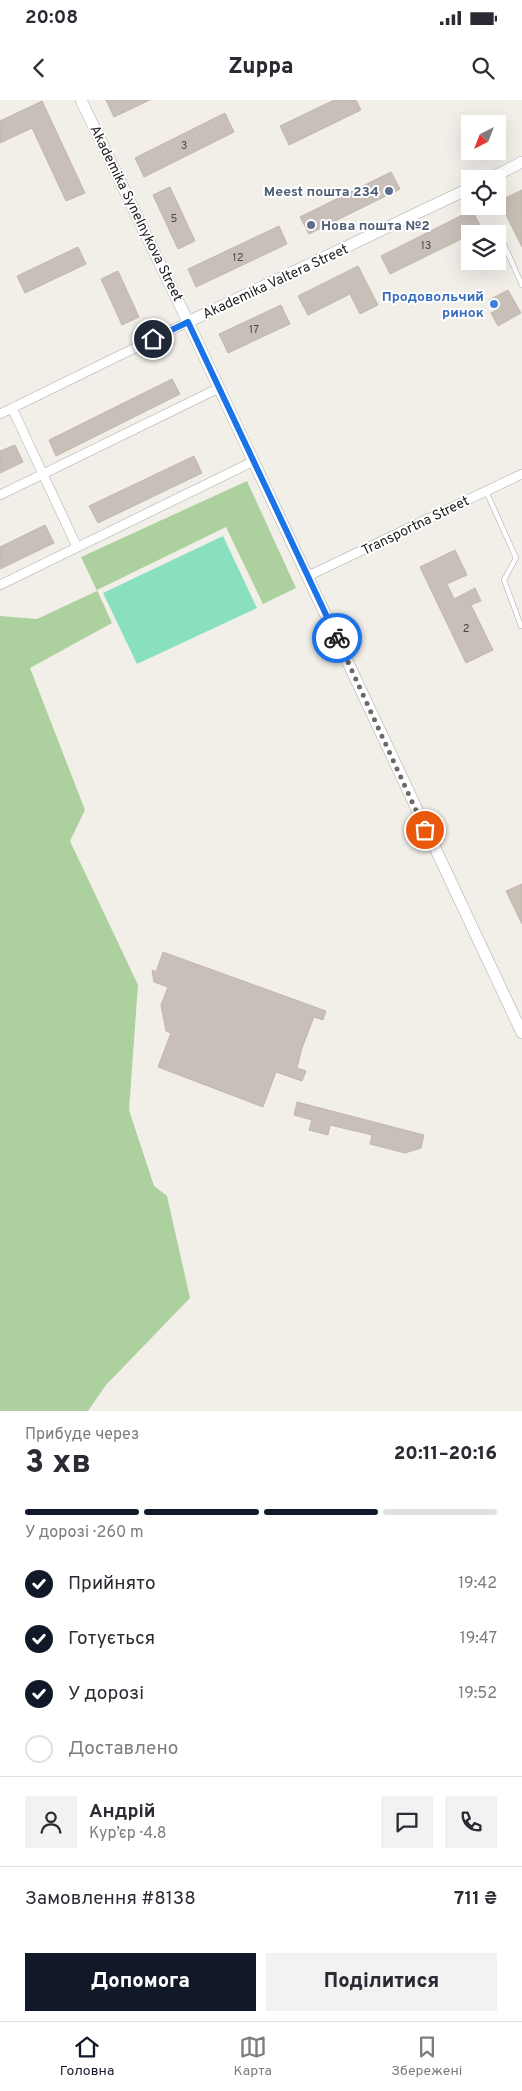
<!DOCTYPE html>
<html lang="uk">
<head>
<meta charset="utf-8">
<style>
  :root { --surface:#fff; --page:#f2f2f3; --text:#2b2b33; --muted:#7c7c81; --line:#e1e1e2; --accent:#111827 }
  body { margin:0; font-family:Overpass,sans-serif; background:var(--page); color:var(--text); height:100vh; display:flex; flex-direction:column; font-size:19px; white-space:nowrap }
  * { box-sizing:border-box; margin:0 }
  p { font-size:16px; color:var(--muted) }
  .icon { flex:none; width:28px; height:28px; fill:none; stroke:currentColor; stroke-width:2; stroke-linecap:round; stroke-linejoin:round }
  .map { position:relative; height:1311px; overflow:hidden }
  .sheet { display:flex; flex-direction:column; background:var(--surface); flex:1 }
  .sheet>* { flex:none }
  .needle { width:32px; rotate:222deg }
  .controls { position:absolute; left:461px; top:15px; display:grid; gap:10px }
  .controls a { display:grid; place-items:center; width:45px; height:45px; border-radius:0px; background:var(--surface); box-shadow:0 5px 20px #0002; font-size:25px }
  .pin { position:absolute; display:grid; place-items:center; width:42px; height:42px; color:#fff; margin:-21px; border:2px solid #fff; border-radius:50%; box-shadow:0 1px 5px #0007 }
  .courier { position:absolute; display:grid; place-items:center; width:50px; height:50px; margin:-25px; border:4px solid #1a73e8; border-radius:50%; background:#fff; color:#222; box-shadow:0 1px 6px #0007 }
  .overview em { font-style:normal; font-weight:800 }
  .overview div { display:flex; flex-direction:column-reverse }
  .overview { display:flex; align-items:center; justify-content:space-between; height:85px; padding:0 25px }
  h1 { font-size:32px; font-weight:800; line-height:38px }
  .bar { display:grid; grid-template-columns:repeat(4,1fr); gap:8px 5px; align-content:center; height:60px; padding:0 25px }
  .bar i { height:6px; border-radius:4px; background:var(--line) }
  .bar .selected { background:var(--accent) }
  .bar p { grid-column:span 4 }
  .line { display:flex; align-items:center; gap:12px; padding:0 25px; border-top:1px solid var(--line) }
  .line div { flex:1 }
  .round { display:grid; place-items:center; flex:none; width:52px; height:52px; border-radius:0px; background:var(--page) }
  ol { padding:0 25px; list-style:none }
  li { display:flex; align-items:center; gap:15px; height:55px }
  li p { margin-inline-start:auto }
  li .icon { padding:5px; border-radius:50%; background:var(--accent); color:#fff; stroke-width:4 }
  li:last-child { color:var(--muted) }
  li i { width:28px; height:28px; border:2px solid var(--line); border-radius:50% }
  .primary-button { display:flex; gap:10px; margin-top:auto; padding:10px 25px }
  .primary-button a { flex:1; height:58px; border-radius:0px; background:var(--accent); color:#fff; font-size:20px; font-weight:800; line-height:58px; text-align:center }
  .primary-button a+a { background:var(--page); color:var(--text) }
  .status { display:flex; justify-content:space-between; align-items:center; height:35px; padding:0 25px; background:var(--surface); direction:ltr }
  .status svg { height:14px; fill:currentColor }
  header { display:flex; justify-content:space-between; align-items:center; height:65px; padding:0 25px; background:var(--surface); font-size:22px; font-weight:800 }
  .tabs { display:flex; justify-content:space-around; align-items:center; height:70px; border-top:1px solid var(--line); background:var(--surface); font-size:14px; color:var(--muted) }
  .tabs a { display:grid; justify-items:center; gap:2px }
  .tabs .selected { color:var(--accent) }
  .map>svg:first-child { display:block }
  .forest { fill:#add19e }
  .pitch { fill:#88e0be }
  .building { fill:#c7bfb8; stroke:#c4b6ab }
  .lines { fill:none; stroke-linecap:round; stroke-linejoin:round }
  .service-casing { stroke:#a9a9a9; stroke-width:5.5 }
  .minor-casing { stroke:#a9a9a9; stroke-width:10 }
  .tertiary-casing { stroke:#a9a9a9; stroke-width:12 }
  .service { stroke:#fff; stroke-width:4.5 }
  .minor { stroke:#fff; stroke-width:9 }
  .tertiary { stroke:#fff; stroke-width:11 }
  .done { stroke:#6b6a68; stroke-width:5; stroke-dasharray:0 9 }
  .route { stroke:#1a73e8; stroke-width:6 }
  .service-dot { fill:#5c6f8a; stroke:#fff; stroke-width:2 }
  .shop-dot { fill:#3f7fe0; stroke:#fff; stroke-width:2 }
  .labels { text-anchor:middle; stroke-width:4; stroke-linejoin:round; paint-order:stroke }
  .number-label { font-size:11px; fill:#4b4948 }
  .service-label { font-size:14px; font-weight:bold; fill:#4e5e75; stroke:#fff; text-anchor:end }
  .street-label { font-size:14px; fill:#222; stroke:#fff }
  .shop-label { font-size:14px; font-weight:bold; fill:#366cbe; stroke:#fff; text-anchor:end }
</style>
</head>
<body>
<div class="status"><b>20:08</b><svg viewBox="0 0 49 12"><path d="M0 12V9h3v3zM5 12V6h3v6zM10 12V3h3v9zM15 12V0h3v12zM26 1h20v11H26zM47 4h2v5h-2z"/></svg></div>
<header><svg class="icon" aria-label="back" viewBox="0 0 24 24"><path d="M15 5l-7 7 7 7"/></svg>Zuppa<svg class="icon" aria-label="search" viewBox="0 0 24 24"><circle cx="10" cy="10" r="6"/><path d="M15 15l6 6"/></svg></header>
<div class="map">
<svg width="522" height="1311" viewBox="0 0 522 1311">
  <rect width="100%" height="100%" fill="#f2efe9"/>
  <polygon class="forest" points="247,381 296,488 263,504 226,427 97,490 112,523 30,568 85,710 70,741 138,885 129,1010 154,1086 167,1096 190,1198 106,1285 88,1311 0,1311 0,516 37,519 97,491 81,457"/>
  <polygon class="pitch" points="223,436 257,508 137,564 103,493"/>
  <g class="building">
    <polygon points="106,0 150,0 114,17"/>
    <polygon points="334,0 356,0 361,10 289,45 280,26"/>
    <polygon points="42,1 85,93 66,101 32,28 0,43 0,21"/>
    <polygon points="225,13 234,32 144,77 135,58"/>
    <polygon points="391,72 400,89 309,134 300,117"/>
    <polygon points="170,87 195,141 178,149 153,95"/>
    <polygon points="522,90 522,147 499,101"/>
    <polygon points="472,110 482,129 390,174 381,156"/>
    <polygon points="279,126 287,144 196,187 188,169"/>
    <polygon points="78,147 86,164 25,193 17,176"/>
    <polygon points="358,166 378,205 360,214 350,194 308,215 298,196"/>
    <polygon points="118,171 139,217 122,225 101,179"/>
    <polygon points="508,190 521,213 498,226 491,213 495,211 489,200"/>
    <polygon points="281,205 290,224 228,253 219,234"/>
    <polygon points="172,279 180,294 56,356 49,340"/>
    <polygon points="15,345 23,362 0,373 0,351"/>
    <polygon points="194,356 202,373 98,423 89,406"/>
    <polygon points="45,425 54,443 0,469 0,447"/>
    <polygon points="455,450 467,475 447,484 454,499 475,488 481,501 471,505 493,550 466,563 420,467"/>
    <polygon points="522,784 522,824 506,791"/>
    <polygon points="163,852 326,911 323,920 314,917 302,948 297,968 306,971 302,981 276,972 263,1007 158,967 171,933 166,931 161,905 168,887 154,882 152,870 156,872"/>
    <polygon points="297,1002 424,1035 421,1048 405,1053 370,1044 372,1035 330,1025 328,1035 309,1030 312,1020 294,1015"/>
  </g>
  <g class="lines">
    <g class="service-casing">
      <g id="service">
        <polyline points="498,131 522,185"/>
        <polyline points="486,391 516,458 504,480 521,526"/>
      </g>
    </g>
    <g class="minor-casing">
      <g id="minor">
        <polyline points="12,308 77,447"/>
        <polyline points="0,314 188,222"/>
        <polyline points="0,395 219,288"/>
        <polyline points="308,476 522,374"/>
        <polyline points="0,485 254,361"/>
      </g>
    </g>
    <g class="tertiary-casing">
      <g id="tertiary">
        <polyline points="81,0 188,222 522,933"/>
        <polyline points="489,79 522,62"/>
        <polyline points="188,222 470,88"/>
      </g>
    </g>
    <use href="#service" class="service"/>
    <use href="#minor" class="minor"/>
    <use href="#tertiary" class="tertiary"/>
  </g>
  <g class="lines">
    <polyline class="done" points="337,538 425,730"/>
    <polyline class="route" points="153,239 188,222 337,538"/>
  </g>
  <g class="service-dot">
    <circle cx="389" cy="91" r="5"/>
    <circle cx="311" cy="125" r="5"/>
  </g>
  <circle class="shop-dot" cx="494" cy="204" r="5"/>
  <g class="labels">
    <g class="number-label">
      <text x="184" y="49">3</text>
      <text x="174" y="122">5</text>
      <text x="426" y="149">13</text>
      <text x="238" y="161">12</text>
      <text x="254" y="233">17</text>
      <text x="466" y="532">2</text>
    </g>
    <g class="service-label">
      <text x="379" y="96">Meest пошта 234</text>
      <text x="321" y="130" text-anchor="start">Нова пошта №2</text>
    </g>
    <g class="street-label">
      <text transform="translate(137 113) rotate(64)" y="5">Akademika Synelnykova Street</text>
      <text transform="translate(275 181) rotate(-25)" y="5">Akademika Valtera Street</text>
      <text transform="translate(415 425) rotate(-26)" y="5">Transportna Street</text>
    </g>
    <g class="shop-label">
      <text x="484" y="201">Продовольчий<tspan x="484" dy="16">ринок</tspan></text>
    </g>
  </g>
</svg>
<div class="controls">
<a><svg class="needle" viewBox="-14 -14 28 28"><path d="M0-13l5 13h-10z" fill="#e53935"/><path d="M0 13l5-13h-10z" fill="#7c7c81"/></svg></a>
<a><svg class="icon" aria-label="locate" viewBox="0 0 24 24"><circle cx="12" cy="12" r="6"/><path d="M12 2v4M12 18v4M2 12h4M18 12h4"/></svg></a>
<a><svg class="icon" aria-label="layers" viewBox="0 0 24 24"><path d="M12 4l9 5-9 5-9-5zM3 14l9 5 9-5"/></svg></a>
</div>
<div class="pin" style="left:425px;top:730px;background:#ea580c"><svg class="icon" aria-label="bag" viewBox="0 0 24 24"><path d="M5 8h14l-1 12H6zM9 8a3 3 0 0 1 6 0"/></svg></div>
<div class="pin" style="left:153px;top:239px;background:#1f2937"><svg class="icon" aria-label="home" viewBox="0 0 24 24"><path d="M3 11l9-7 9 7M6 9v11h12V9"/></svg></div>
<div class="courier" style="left:337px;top:538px"><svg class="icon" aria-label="bike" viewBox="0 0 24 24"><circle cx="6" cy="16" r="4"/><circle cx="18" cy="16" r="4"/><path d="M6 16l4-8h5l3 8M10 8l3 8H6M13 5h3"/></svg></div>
</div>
<section class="sheet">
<div class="overview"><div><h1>3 хв</h1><p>Прибуде через</p></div><em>20:11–20:16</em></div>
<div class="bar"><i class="selected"></i><i class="selected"></i><i class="selected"></i><i></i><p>У дорозі · 260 m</p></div>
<ol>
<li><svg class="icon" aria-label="check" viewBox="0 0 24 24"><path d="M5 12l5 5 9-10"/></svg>Прийнято<p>19:42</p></li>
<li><svg class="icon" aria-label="check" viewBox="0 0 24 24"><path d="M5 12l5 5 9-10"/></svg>Готується<p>19:47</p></li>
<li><svg class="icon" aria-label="check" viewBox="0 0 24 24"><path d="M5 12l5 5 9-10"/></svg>У дорозі<p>19:52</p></li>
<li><i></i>Доставлено</li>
</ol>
<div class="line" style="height:90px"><a class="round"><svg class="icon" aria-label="person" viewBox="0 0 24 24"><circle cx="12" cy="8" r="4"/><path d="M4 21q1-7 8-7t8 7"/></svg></a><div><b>Андрій</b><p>Кур’єр · 4.8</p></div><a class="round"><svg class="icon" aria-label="chat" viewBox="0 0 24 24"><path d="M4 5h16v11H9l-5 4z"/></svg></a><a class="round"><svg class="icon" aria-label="phone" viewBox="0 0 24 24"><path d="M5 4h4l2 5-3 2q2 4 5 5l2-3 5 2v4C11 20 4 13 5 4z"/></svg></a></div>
<div class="line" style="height:65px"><div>Замовлення #8138</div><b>711 ₴</b></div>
<div class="primary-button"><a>Допомога</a><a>Поділитися</a></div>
</section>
<nav class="tabs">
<a class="selected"><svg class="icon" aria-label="home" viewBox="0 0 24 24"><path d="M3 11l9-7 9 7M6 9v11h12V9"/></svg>Головна</a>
<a><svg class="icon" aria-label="map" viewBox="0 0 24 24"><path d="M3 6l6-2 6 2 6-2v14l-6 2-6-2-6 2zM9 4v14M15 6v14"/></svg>Карта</a>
<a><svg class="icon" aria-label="saved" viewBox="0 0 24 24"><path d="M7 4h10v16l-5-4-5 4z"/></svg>Збережені</a>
</nav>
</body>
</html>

● DIRECTIONS: Your answer should be one number: how many lines of the material include the word "check".

● COMPLETED TASK: 3